OOXML or OOPS? Microsoft blunders in its open document specification

A performance architect for a Fortune Fifty corporation deconstructed Microsoft's MS-OOXML specification for open documents and found many, many poor definitions and more just plain wrong formulas.

Rob Weir reports in his blog how Redmond allows mixing of radians and degrees in seven functions (remember the Mars Climate Lander, anyone?), doesn't define which units of measure with the same name (for an Imperial pint is not a U. S. pint, as any serious beer drinker can tell you) are used. Then, there are formulas that are clearly incorrect, like AVEDEV and ZTEST, as well as formulas which work OK Stateside but fail in the Middle East (NETWORKDAYS doesn't calculate well if the Sabbath starts at Friday sundown).

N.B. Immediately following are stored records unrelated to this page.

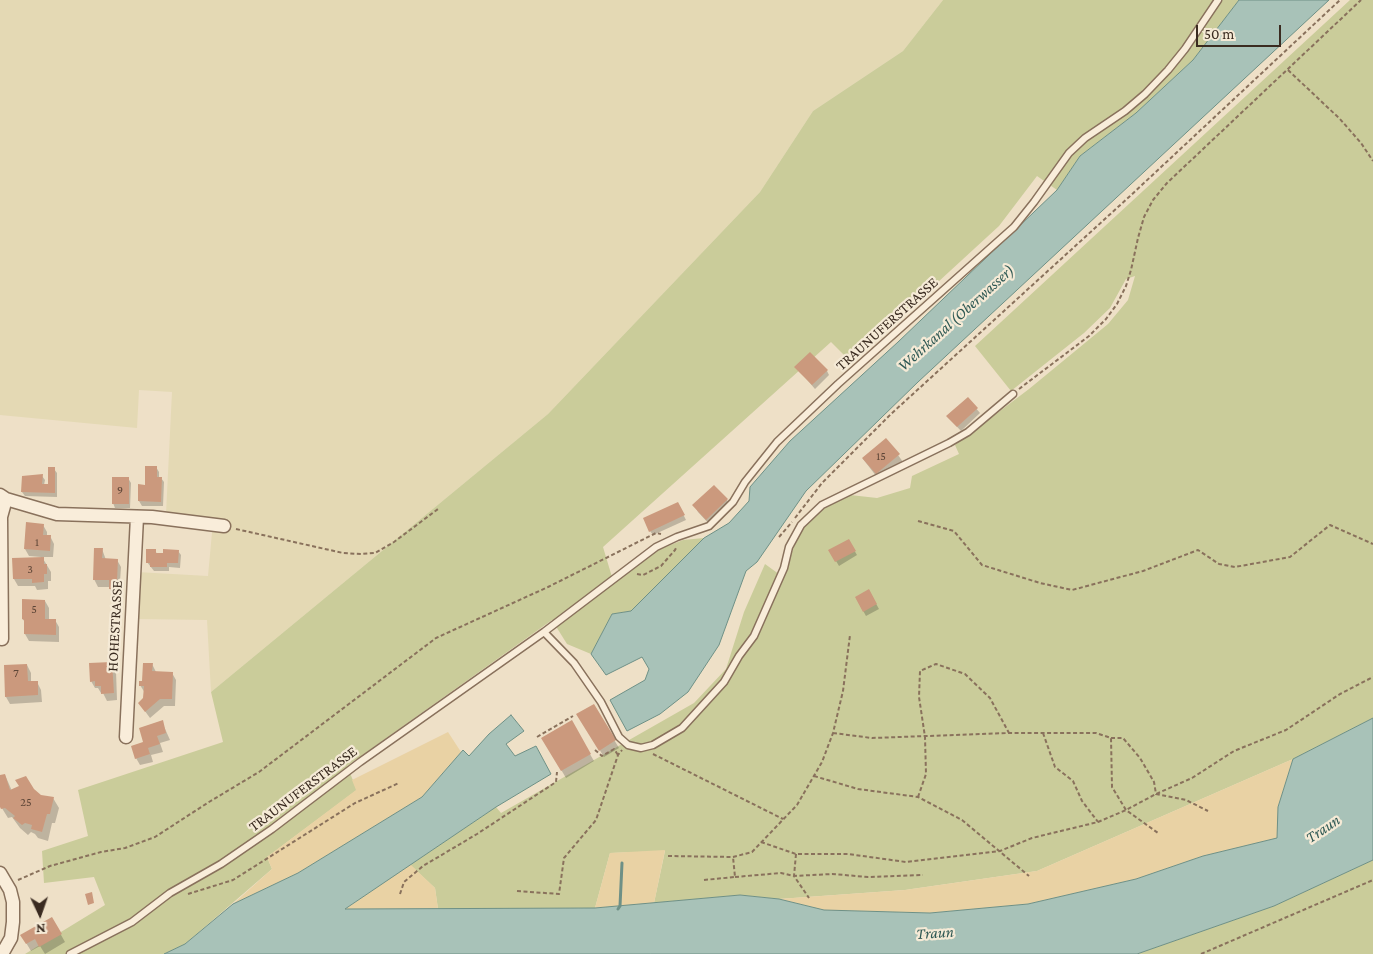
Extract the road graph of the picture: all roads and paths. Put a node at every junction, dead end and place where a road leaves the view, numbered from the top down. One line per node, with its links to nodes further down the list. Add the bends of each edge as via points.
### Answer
1 (1218, 0): 12 (lane, TRAUNUFERSTRASSE, via 1168,70 1125,111 1069,153 1014,226 777,442 733,502 709,526)
2 (1340, 0): 13 (path, via 891,414 822,483)
3 (1361, 0): 4 (path)
4 (1288, 70): 5 (path, via 1340,119); 6 (path, via 1167,183 1153,200 1144,217 1126,286 1106,318 1089,336)
5 (1373, 161)
6 (1013, 394): 29 (lane, via 968,432 948,444 822,505 801,525 754,636 724,682 682,728 653,745)
7 (3, 497): 9 (street, via 57,514); 18 (street)
8 (438, 509): 11 (path, via 375,553 343,554)
9 (137, 518): 11 (street); 24 (street, HOHESTRASSE)
10 (918, 521): 14 (path, via 954,531 982,565 1072,590 1143,571 1198,550 1220,564 1235,567 1290,557 1330,526)
11 (224, 526)
12 (677, 537): 15 (lane, TRAUNUFERSTRASSE, via 656,547); 15 (path, via 675,550 660,566 643,575); 54 (path, via 656,533 436,638 259,772 155,837 126,848 50,866)
13 (779, 537)
14 (1373, 544)
15 (623, 572): 16 (lane, TRAUNUFERSTRASSE)
16 (544, 632): 28 (lane, via 574,663); 60 (lane, TRAUNUFERSTRASSE, via 360,762 272,829 170,893 132,922)
17 (850, 635): 21 (path, via 843,691)
18 (2, 639)
19 (1373, 677): 35 (path, via 1340,694 1286,730 1234,751 1192,778)
20 (573, 716): 25 (path)
21 (833, 733): 26 (path, via 872,738); 33 (path)
22 (1009, 733): 23 (path); 26 (path); 26 (path, via 990,698 978,686 965,674 936,664 920,671 919,697)
23 (1043, 733): 27 (path, via 1096,733); 40 (path, via 1054,767 1073,781 1082,801)
24 (126, 736)
25 (537, 737)
26 (925, 737): 36 (path, via 926,774)
27 (1111, 738): 35 (path, via 1123,738 1140,758 1154,782); 37 (path, via 1112,787)
28 (628, 745): 29 (lane); 31 (path)
29 (641, 748): 39 (path)
30 (595, 750): 31 (path, via 602,756 614,749)
31 (618, 755): 55 (path, via 596,820 564,858 559,894)
32 (557, 772): 56 (path, via 556,782 423,866 404,882)
33 (814, 776): 36 (path, via 858,789); 39 (path, via 797,805)
34 (399, 783): 57 (path, via 354,803 233,880)
35 (1156, 794): 37 (path); 38 (path, via 1186,800)
36 (918, 797): 43 (path, via 962,820)
37 (1126, 810): 40 (path); 41 (path)
38 (1208, 811)
39 (783, 819): 42 (path)
40 (1098, 822): 43 (path, via 1032,838)
41 (1158, 833)
42 (761, 842): 44 (path); 46 (path, via 752,852)
43 (1000, 851): 44 (path, via 906,862 848,854); 50 (path)
44 (796, 854): 49 (path)
45 (668, 856): 46 (path)
46 (733, 858): 51 (path)
47 (0, 873): 54 (street)
48 (923, 875): 49 (path)
49 (794, 876): 51 (path, via 781,873); 58 (path)
50 (1029, 876)
51 (735, 877): 52 (path)
52 (704, 880)
53 (1373, 880): 61 (path)
54 (7, 885): 59 (street, via 13,902 13,922 11,938)
55 (518, 891)
56 (400, 894)
57 (181, 896)
58 (809, 898)
59 (2, 954)
60 (70, 954)
61 (1201, 954)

Maybe no one ever got fired for buying Microsoft software, but if you rely on its software, you just might crash... not just your PC, but your space probe. Weir dryly quotes a very relevant aphorism:

What do you call a scientist whose calculations are off by 50%? A cosmologist.
What do you call an accountant whose calculations are off by 1%? A crook.

Ironically, this revelation follows half a year of Microsofties' criticism of the alleged inadequacies of ODF. Given this revelation regarding the Emporer's New Algorithms, Free Software Foundation Europe has six simple questions regarding this proposal that seem eminently rational to ask, and I hope you agree.

Should Microsoft be allowed to enact this collection of Mars Climate Lander-grade bloopers into an ISO standard?